Capacitors among the embedded passive components are most widely studied because they are the major components in terms of size and number and hard to embed compared with resistors and inductors due to the more complicated structure. To fabricate a capacitor-embedded PCB for in-line process, it is essential to adopt a low temperature process (<$200^{\circ}C$). However, high dielectric materials such as ferroelectrics show a low permittivity and a high dielectric loss when they are processed at low temperatures. To solve these contradicting problems, we studied BMN materials as a candidate for dielectric capacitors. processed at PCB-compatible temperatures. The morphologies of BMN thin films were investigated by AFM and SEM equipment.
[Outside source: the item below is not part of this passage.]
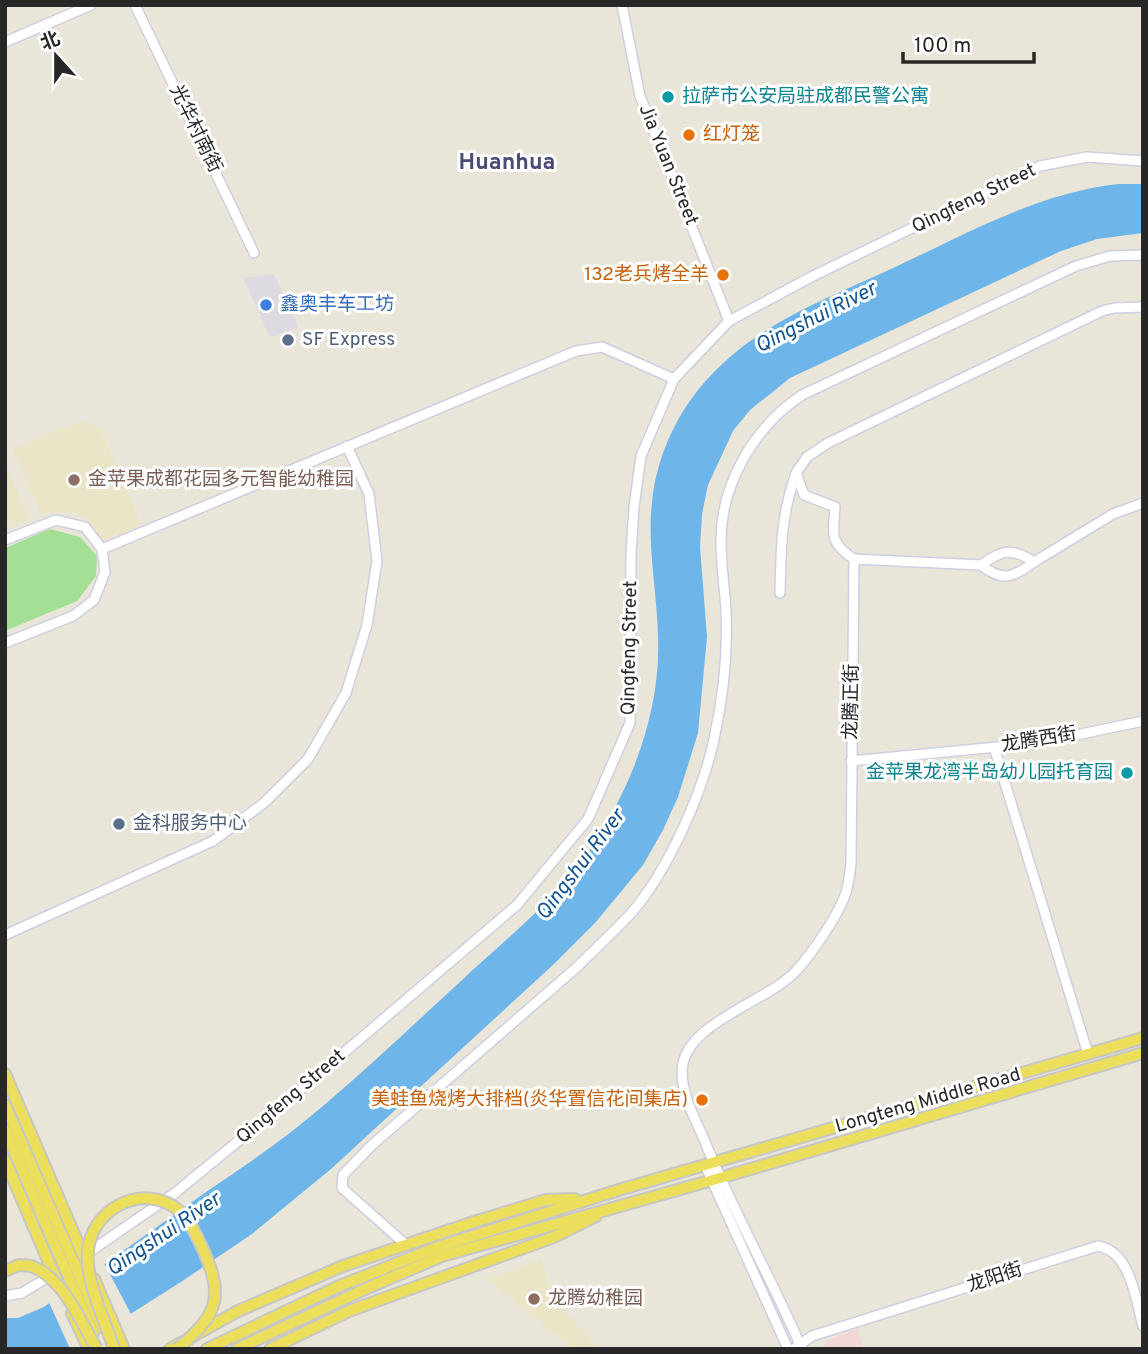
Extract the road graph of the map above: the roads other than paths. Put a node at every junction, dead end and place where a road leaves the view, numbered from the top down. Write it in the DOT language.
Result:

The electric properties (C-F, I-V) of Pt/BMN/Cu/polymer were evaluated using an impedance analysis (HP 4194A) and semiconductor parameter analyzer (HP4156A). $Bi_2Mg_{2/3}Nb_{4/3}O_7$(BMN) thin films deposited on copper clad laminate substrates by sputtering system as a function of Ar/$O_2$ flow rate at room temperature showed smooth surface morphologies having root mean square roughness of approximately 5.0 nm. 200-nm-thick films deposited at RT exhibit a dielectric constant of 40, a capacitance density of approximately $150\;nF/cm^2$, and breakdown voltage above 6 V. The crystallinity of the BMN thin films was studied by TEM and XRD. BMN thin film capacitors are expected to be promising candidates as embedded capacitors for printed circuit board (PCB).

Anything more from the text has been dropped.